DUBAI, Oct 27 (Reuters) – Iran’s supreme leader vowed on Thursday to retaliate against those who threaten the country’s security following the massacre of Shiite pilgrims, an attack claimed by Islamic State that threatens to inflame tensions amid widespread anti-government protests. .
In a statement read on state television, Ayatollah Ali Khamenei said the attackers “will surely be punished” and called on Iranians to unite.
“We all have a duty to deal with the enemy and his treacherous or ignorant agents,” Khamenei said a day after the attack killed 15 people.
Khamenei’s call for unity appeared to be aimed primarily at government loyalists and not at protesters whose nearly six-week movement is seen by authorities as a threat to national security.
Iran’s clerical rulers have faced demonstrations across the country since the death in police custody of Mahsa Amini, a 22-year-old Kurdish woman, on September 1. sixteen.
Iranians have called for Khamenei’s death and the end of the Islamic Republic during the protests, which have become one of the boldest challenges to the clerical leadership since the 1979 revolution, bringing many Iranians onto the streets.
Iranian authorities said they had arrested a gunman who carried out the attack at the Shah Cheragh shrine in the city of Shiraz. State media blamed “takfiri terrorists,” a label Tehran uses for hardline Sunni Muslim militants like the Islamic State.
A senior official said the suspected attacker was in critical condition after being shot by police.
“We haven’t been able to question him yet,” deputy provincial governor Easmail Mohebipour was quoted as saying by the semi-official Tasnim news agency.
CCTV footage broadcast on state television on Thursday showed the attacker entering the shrine after hiding an assault rifle in a bag and shooting as worshipers tried to flee and hide in corridors.
The Islamic State, which once posed a security threat across the Middle East, has claimed responsibility for previous violence in Iran, including the deadly twin attacks in 2017 that targeted the parliament and the tomb of the Islamic Republic’s founder. Ayatollah Ruhollah Khomeini.
Since the height of its power, when it ruled millions of people in the Middle East and spread fear around the world with deadly bombings and shootings, the Islamic State has once again lurked in the shadows.
Iran often accuses the West and its regional rivals, Israel and Saudi Arabia, of fomenting the attacks. Saudi Arabia denies this and Israel generally refuses to comment on its moves against the Islamic Republic.
Wednesday’s massacre of Shiite pilgrims came on the same day that Iranian security forces clashed with increasingly strident protesters marking 40 days since Amini’s death.

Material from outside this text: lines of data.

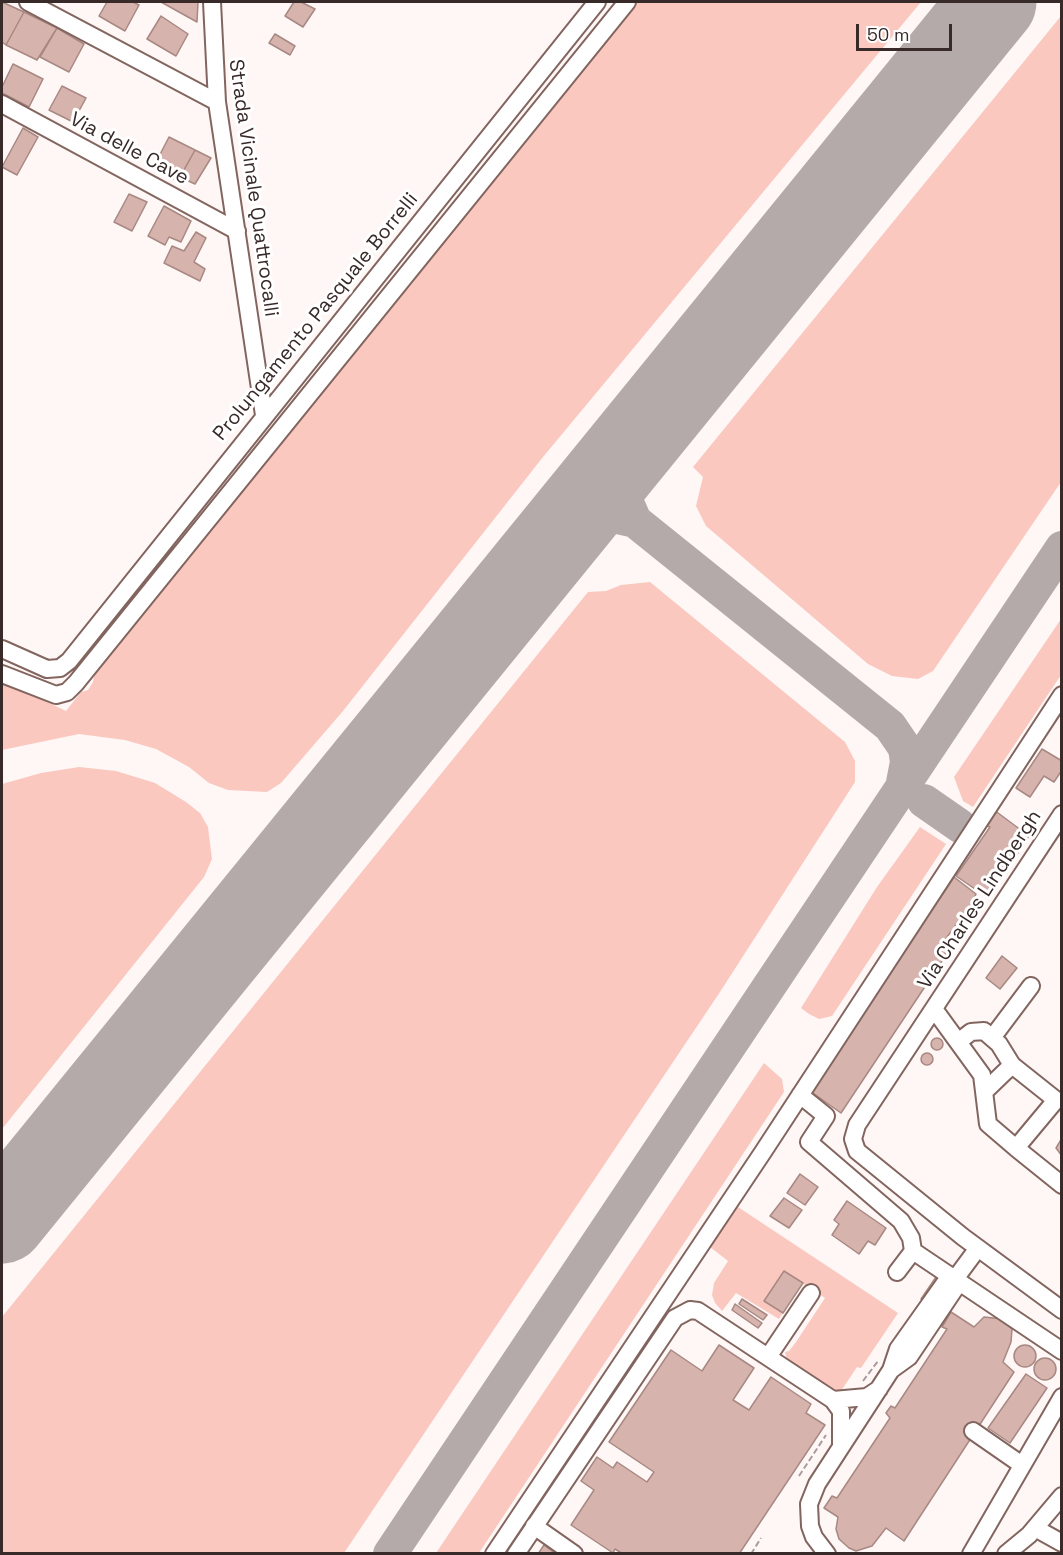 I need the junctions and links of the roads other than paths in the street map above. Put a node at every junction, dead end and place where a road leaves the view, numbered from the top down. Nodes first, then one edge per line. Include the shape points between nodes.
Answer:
1 (28, 2) edge
2 (212, 2) edge
3 (597, 2) edge
4 (627, 2) edge
5 (216, 102) junction
6 (2, 104) edge
7 (237, 231) junction
8 (264, 415) junction
9 (2, 649) edge
10 (2, 674) edge
11 (1062, 695) edge
12 (1062, 814) edge
13 (1031, 986) dead end
14 (934, 1009) junction
15 (992, 1038) junction
16 (958, 1042) junction
17 (1012, 1065) junction
18 (984, 1092) junction
19 (800, 1095) junction
20 (1016, 1148) junction
21 (1062, 1185) edge
22 (978, 1248) junction
23 (913, 1251) junction
24 (897, 1272) dead end
25 (955, 1279) junction
26 (811, 1293) dead end
27 (1062, 1310) edge
28 (1062, 1350) edge
29 (768, 1357) junction
30 (879, 1389) junction
31 (1062, 1397) edge
32 (833, 1400) junction
33 (973, 1431) dead end
34 (841, 1447) junction
35 (1023, 1465) junction
36 (1062, 1496) edge
37 (534, 1526) junction
38 (1035, 1528) junction
39 (1062, 1543) edge
40 (494, 1554) edge
41 (516, 1554) edge
42 (574, 1554) edge
43 (827, 1554) edge
44 (971, 1554) edge
45 (1006, 1554) edge

1 - 5 street
2 - 5 street, Strada Vicinale Quattrocalli
3 - 8 street, Prolungamento Pasquale Borrelli
4 - 10 street via 76,683 67,692 56,695
5 - 7 street, Strada Vicinale Quattrocalli
6 - 7 street, Via delle Cave
7 - 8 street, Strada Vicinale Quattrocalli
8 - 9 street, Prolungamento Pasquale Borrelli via 69,661 60,668 47,669
11 - 19 street
12 - 14 street, Via Charles Lindbergh
13 - 15 street
14 - 16 street, Via Charles Lindbergh
14 - 22 street, Via Charles Lindbergh via 857,1125 853,1139 857,1151
15 - 16 street via 984,1031 971,1032
15 - 17 street
16 - 18 street, Via Charles Lindbergh via 982,1075
17 - 18 street
17 - 20 street via 1056,1100
18 - 20 street, Via Charles Lindbergh via 988,1125
19 - 23 street via 826,1116 809,1142 901,1221
19 - 40 street
20 - 21 street, Via Charles Lindbergh
22 - 25 street
22 - 27 street, Via Charles Lindbergh
23 - 24 street
23 - 25 street
25 - 28 street
25 - 30 street via 957,1287 909,1357 891,1370
26 - 29 street
29 - 32 street
29 - 37 street via 698,1311 690,1310 675,1318
30 - 32 street via 867,1398
30 - 34 street
31 - 35 street
32 - 34 street via 841,1411
33 - 35 street
34 - 43 street via 809,1504 810,1526
35 - 44 street
36 - 38 street
37 - 41 street
37 - 42 street
38 - 39 street
38 - 45 street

Iranian leaders may have hoped the shrine attack would divert attention from the unrest, but there is no sign that is happening.
The official IRNA news agency said protesters angered by the “suspicious” death of a protester smashed windows of banks, a tax office and other public buildings in the northwestern city of Mahabad.
Iranian human rights groups said there were unconfirmed reports that some members of Amini’s family are under house arrest. Reuters was unable to verify these reports. Reuters tried to contact Amini’s father and brother.
Authorities, who have accused the United States and other Western countries of fomenting what they call “riots,” have not yet declared the death toll, but state media have said some 30 members of the security forces have been killed.
The activist news agency HRANA said in a publication that at least 252 protesters had been killed in the unrest, including 36 minors.
It said 30 members of the security forces were killed and more than 13,800 people had been arrested as of Wednesday in protests in 122 cities and towns and some 109 universities.